Le recordaba a la muerte, y eso al
Heredero no le gustaba.
- Hola, viejo. ¿Por qué sigues
vivo?-
- ¿He… oído… bien?-
El chico lo miró con extrañeza.
- ¿Disculpa?-
- Has… tratado… de… usted… a… los…
guardias…-
- Por supuesto, soy un hombre
educado.- acompañó esto de un gesto teatral.

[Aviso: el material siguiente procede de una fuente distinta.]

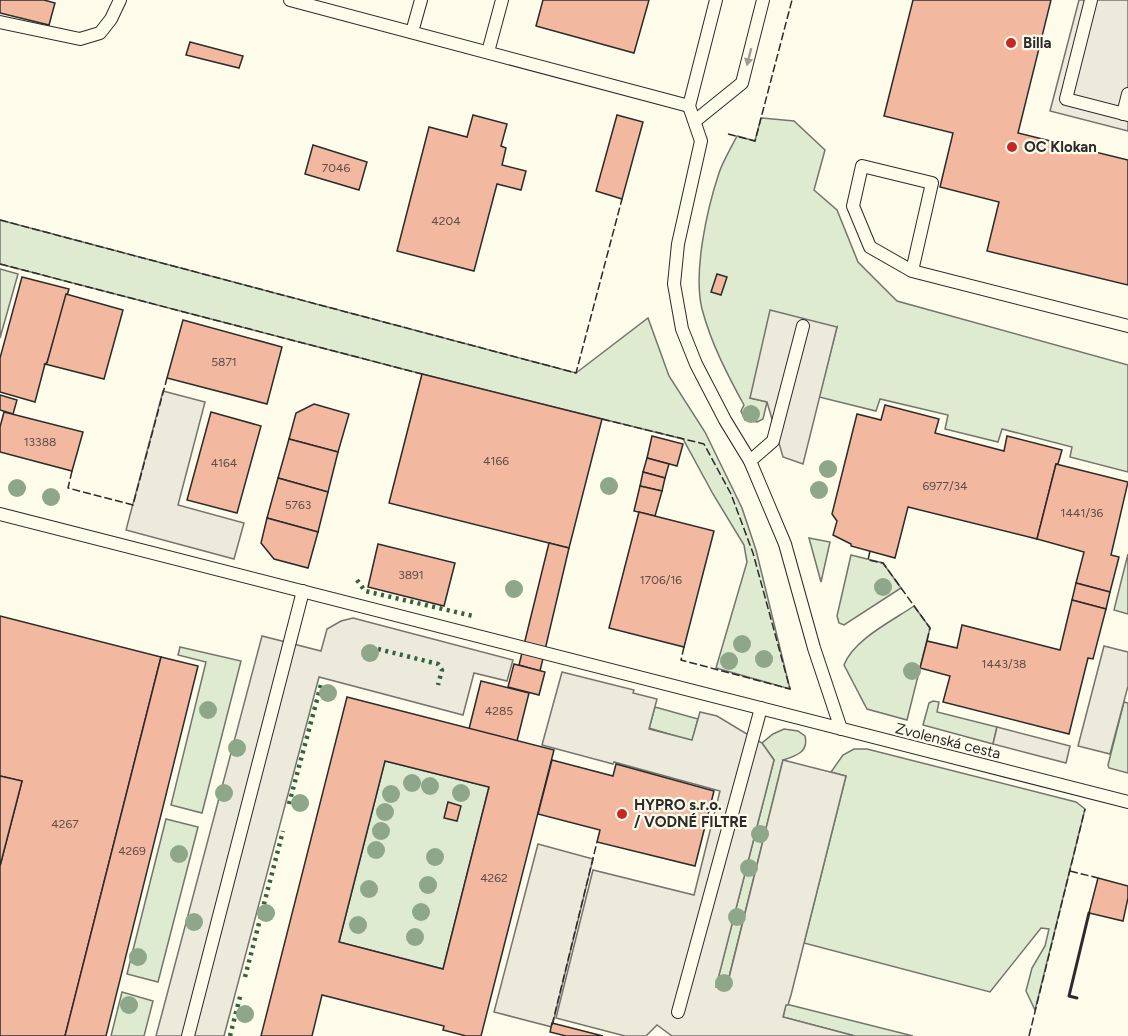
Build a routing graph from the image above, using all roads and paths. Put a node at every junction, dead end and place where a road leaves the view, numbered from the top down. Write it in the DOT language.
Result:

El rey, con ojos llenos de reproche,
intentó gritar:
- SON SUBORDINADOS.-
Nyrae sonrió.
- Son TUS subordinados. Tus hombres,
tus vasallos.-
- Algún día… serán… los tuyos.-
- Hasta entonces, los trataré con la
misma formalidad que a cualquier otro desconocido.-
- Es… tú… pido.-
- Viejo idiota.
El rey empezó a carraspear. Y el
seco carraspeo se convirtió en una tos profunda y enfermiza. La enfermera
corrió a atenderle, y Nyrae se apartó discretamente, observando la escena:
Primero, la enfermera le dio a beber
agua de un cuenco, y poco a poco, la tos cesó. Luego, su majestad susurró algo
al oído de la chica, y esta trajo un bote humeante, que colgaba en el fuego de
la chimenea. El viejo señor empezó a inhalar el vapor del bote y lentamente se
sumió en un profundo sueño.
La enfermera devolvió el bote al
fuego y miró al Heredero, con severa impaciencia.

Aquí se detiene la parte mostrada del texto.